### TASK DIRECTIONS
Taking the lines below one at a time, count those with the string "image" and give the result alone.

### RECORDS FOR THIS EXERCISE
-.-.-
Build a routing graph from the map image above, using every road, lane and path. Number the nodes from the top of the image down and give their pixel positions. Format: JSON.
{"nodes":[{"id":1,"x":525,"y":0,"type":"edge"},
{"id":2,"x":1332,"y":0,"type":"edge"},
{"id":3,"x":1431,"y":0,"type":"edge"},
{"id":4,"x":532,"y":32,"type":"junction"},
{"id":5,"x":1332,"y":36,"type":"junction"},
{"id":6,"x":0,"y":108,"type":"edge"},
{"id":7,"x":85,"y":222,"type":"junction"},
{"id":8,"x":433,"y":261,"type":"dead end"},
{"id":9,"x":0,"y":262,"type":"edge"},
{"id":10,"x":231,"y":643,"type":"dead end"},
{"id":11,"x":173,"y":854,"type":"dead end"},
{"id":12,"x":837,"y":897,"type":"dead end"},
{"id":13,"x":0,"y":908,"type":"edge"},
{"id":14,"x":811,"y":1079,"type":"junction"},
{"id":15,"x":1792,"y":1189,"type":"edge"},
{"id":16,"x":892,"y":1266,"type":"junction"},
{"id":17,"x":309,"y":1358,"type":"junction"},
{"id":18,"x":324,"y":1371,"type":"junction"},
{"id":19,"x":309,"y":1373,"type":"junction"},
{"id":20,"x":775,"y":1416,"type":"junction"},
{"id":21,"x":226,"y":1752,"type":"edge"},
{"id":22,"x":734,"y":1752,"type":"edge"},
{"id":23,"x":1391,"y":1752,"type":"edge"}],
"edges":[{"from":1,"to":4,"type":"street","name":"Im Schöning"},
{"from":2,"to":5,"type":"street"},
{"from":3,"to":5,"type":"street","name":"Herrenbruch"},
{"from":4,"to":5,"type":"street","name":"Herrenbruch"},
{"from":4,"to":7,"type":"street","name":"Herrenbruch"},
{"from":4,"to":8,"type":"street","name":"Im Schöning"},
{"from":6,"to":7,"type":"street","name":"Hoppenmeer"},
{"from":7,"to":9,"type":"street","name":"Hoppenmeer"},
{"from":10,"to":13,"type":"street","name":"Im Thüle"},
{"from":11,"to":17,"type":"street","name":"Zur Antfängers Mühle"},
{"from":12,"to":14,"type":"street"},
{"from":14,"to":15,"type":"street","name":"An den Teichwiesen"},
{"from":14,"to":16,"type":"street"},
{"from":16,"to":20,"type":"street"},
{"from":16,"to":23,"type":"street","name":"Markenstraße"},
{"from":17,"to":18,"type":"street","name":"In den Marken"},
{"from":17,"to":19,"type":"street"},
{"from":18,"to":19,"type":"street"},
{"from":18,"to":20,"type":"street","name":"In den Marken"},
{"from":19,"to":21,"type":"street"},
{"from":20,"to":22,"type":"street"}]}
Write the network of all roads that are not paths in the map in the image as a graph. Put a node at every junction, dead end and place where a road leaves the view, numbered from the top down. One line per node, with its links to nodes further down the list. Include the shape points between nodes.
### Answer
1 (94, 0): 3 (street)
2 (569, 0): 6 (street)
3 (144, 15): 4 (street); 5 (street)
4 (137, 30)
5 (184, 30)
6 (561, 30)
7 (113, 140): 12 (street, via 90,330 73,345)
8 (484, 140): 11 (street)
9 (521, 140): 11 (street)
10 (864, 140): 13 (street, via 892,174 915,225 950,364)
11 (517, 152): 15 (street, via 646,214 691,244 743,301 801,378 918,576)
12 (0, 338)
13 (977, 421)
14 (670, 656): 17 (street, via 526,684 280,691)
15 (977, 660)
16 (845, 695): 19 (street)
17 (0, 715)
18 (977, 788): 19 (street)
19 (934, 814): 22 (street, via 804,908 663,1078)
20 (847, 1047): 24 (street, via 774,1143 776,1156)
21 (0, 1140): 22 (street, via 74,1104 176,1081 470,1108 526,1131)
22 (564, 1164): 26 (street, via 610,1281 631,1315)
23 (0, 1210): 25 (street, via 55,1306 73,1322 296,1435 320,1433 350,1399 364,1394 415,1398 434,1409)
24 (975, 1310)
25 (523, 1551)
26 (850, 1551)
-.-.-
### SOLUTION
2